→ **Brief**:
Copy each line from the entries that the word "nodes" appears in.

→ **Data records**:
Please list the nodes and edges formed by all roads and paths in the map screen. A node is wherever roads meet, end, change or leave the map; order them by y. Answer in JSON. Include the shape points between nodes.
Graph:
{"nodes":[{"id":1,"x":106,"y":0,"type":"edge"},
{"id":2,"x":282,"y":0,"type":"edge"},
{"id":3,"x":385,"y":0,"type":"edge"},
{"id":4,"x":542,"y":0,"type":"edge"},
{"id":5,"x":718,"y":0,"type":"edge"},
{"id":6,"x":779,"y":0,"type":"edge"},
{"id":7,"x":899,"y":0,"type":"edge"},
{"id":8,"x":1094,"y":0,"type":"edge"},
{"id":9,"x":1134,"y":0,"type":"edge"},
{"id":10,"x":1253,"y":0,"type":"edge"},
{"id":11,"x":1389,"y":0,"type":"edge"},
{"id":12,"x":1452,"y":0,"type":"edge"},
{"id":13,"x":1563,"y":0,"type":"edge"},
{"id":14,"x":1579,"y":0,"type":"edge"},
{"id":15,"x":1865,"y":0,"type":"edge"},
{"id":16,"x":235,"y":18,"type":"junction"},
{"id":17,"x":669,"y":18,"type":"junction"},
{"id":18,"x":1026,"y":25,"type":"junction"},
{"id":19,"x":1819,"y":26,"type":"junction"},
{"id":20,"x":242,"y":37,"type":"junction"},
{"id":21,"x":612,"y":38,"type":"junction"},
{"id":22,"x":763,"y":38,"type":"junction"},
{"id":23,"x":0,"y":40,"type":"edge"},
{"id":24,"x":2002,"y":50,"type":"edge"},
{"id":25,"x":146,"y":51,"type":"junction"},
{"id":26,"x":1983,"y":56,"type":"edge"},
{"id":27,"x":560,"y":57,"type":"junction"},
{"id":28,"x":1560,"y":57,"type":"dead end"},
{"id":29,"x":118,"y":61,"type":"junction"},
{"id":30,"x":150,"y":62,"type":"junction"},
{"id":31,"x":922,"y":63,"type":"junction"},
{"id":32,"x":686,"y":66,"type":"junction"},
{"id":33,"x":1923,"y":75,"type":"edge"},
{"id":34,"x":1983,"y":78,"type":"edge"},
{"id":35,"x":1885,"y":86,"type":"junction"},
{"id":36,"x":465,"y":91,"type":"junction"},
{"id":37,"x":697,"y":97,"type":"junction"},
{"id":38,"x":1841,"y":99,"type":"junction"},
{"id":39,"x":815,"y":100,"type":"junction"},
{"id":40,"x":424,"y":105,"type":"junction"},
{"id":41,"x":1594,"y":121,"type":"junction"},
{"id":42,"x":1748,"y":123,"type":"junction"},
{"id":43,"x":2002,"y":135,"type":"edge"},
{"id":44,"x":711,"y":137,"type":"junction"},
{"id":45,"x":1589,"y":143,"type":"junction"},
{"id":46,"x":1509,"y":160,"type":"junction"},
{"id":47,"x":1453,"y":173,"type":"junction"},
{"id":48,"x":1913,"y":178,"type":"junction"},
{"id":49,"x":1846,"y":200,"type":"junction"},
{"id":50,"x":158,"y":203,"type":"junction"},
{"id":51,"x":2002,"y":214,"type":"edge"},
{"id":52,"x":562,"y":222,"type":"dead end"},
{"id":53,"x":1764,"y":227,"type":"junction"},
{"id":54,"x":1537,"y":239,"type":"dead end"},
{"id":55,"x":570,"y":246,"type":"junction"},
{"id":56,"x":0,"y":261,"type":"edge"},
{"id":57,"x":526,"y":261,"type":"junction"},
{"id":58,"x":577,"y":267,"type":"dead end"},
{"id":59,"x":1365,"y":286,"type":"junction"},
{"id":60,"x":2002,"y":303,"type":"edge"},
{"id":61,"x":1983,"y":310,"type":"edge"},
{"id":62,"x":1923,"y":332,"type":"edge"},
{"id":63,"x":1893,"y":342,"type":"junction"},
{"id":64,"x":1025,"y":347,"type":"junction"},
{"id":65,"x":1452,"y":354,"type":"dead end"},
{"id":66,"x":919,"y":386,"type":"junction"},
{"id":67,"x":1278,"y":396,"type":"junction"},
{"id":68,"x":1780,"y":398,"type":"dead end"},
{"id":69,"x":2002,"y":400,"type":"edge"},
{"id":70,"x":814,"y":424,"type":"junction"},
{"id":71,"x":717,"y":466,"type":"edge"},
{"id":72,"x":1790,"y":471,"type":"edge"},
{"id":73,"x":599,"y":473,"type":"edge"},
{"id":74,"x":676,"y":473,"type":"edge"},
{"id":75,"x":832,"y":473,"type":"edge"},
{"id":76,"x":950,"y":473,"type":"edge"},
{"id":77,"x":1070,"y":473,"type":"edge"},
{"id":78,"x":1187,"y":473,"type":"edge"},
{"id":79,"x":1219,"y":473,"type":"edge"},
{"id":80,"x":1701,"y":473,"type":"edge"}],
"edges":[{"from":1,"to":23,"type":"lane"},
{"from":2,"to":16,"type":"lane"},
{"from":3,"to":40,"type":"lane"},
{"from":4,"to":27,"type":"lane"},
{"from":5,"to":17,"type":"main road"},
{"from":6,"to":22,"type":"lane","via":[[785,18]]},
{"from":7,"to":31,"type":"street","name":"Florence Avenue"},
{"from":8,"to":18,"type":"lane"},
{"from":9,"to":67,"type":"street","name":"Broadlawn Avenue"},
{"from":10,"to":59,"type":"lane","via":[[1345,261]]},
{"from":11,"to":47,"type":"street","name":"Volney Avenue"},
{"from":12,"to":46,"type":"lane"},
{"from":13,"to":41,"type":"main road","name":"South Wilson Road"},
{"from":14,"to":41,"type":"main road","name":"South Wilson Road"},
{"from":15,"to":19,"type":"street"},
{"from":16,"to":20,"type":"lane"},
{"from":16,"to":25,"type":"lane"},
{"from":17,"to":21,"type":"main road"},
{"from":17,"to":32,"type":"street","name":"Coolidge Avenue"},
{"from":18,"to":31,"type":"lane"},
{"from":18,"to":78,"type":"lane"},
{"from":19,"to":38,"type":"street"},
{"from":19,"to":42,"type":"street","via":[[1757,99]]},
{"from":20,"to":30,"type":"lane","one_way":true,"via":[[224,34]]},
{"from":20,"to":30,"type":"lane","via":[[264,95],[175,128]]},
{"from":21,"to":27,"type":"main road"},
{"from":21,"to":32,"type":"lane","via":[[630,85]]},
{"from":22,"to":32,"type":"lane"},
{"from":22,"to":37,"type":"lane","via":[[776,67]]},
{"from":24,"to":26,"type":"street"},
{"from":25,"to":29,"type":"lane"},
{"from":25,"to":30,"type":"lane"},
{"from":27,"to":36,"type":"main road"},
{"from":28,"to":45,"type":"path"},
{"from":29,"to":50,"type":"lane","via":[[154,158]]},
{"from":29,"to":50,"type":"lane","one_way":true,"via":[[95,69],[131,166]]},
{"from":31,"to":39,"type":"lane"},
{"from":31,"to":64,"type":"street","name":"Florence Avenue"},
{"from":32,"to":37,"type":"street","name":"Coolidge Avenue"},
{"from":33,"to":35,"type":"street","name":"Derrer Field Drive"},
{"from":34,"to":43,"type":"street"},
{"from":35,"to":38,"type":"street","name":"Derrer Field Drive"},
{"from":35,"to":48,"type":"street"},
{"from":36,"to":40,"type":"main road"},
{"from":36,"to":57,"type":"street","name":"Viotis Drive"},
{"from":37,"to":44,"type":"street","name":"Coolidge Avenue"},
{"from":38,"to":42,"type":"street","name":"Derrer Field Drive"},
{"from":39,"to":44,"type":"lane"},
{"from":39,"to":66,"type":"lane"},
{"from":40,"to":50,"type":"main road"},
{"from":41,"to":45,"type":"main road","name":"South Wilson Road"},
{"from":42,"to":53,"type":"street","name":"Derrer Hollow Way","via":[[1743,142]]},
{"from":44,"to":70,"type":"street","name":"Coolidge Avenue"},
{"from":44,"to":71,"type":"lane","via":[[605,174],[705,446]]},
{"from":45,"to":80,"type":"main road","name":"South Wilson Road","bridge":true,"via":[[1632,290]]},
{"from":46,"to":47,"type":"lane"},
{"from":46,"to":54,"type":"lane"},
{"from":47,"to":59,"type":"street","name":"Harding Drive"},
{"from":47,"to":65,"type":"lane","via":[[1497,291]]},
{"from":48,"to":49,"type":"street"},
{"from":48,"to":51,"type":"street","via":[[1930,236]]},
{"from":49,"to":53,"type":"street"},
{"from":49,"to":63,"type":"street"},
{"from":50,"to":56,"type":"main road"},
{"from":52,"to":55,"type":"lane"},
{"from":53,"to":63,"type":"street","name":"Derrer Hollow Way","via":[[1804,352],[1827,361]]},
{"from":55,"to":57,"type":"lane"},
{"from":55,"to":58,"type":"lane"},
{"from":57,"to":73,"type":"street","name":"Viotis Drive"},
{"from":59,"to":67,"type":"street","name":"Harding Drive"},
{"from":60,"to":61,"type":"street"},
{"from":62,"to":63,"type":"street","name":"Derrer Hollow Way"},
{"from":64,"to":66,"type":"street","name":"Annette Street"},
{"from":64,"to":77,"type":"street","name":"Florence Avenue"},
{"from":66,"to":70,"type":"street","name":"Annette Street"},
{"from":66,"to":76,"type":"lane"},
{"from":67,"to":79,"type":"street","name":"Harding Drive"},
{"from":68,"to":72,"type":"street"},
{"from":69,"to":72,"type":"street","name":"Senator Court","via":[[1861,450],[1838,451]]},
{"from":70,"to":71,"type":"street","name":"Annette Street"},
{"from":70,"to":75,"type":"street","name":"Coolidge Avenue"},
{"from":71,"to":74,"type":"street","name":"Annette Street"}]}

→ **Answer to the problem**:
Please list the nodes and edges formed by all roads and paths in the map screen. A node is wherever roads meet, end, change or leave the map; order them by y. Answer in JSON. Include the shape points between nodes.
{"nodes":[{"id":1,"x":106,"y":0,"type":"edge"},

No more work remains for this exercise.